Information:
╭──
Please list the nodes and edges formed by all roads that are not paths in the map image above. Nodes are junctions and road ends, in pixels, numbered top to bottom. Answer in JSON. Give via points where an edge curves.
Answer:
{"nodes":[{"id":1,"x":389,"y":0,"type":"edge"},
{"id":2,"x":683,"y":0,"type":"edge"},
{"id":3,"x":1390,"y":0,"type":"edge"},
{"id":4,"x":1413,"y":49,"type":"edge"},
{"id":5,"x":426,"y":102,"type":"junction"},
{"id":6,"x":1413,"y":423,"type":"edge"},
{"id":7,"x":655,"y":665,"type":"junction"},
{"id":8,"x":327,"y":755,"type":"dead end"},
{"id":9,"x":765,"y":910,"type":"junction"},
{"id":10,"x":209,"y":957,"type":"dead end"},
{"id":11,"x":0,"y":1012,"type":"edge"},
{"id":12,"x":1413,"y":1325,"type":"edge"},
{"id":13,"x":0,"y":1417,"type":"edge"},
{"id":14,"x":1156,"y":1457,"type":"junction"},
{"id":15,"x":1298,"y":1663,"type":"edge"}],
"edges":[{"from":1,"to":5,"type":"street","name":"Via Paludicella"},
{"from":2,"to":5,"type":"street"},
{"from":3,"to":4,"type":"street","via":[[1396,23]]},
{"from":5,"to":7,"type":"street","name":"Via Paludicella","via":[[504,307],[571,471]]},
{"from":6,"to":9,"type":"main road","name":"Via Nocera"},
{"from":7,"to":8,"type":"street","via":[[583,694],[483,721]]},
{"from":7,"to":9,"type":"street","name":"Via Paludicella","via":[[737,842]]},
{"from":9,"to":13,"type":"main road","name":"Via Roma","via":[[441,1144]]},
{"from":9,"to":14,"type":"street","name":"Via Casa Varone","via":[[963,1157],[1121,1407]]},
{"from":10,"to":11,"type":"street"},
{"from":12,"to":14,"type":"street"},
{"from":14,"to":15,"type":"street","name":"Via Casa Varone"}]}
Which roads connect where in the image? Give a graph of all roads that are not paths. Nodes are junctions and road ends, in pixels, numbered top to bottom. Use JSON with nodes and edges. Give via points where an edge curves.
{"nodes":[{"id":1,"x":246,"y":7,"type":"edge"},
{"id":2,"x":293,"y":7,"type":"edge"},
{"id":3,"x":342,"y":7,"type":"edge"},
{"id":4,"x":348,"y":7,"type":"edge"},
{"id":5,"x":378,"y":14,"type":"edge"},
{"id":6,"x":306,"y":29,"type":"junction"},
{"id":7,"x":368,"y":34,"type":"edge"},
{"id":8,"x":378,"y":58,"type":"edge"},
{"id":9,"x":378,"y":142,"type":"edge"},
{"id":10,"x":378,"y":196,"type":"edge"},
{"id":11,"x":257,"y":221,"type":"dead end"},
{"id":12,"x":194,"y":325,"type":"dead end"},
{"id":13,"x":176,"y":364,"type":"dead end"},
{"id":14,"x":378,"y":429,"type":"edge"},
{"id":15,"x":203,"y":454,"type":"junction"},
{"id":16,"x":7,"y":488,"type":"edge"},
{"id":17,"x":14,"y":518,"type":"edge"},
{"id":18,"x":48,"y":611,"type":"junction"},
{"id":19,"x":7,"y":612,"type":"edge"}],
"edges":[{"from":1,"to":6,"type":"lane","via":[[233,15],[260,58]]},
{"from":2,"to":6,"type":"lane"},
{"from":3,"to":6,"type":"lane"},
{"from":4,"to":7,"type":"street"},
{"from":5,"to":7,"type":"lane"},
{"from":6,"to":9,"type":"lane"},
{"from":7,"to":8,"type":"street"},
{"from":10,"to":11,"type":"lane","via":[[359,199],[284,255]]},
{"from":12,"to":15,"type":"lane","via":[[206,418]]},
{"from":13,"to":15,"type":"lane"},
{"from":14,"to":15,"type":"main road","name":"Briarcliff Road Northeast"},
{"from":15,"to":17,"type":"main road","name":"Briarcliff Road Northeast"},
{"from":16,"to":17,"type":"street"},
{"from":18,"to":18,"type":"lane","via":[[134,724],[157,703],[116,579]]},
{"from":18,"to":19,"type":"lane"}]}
╰──
Task goal:
What lines above hold the word "edges"? List them all.

Problem solution:
Please list the nodes and edges formed by all roads that are not paths in the map image above. Nodes are junctions and road ends, in pixels, numbered top to bottom. Answer in JSON. Give via points where an edge curves.
"edges":[{"from":1,"to":5,"type":"street","name":"Via Paludicella"},
Which roads connect where in the image? Give a graph of all roads that are not paths. Nodes are junctions and road ends, in pixels, numbered top to bottom. Use JSON with nodes and edges. Give via points where an edge curves.
"edges":[{"from":1,"to":6,"type":"lane","via":[[233,15],[260,58]]},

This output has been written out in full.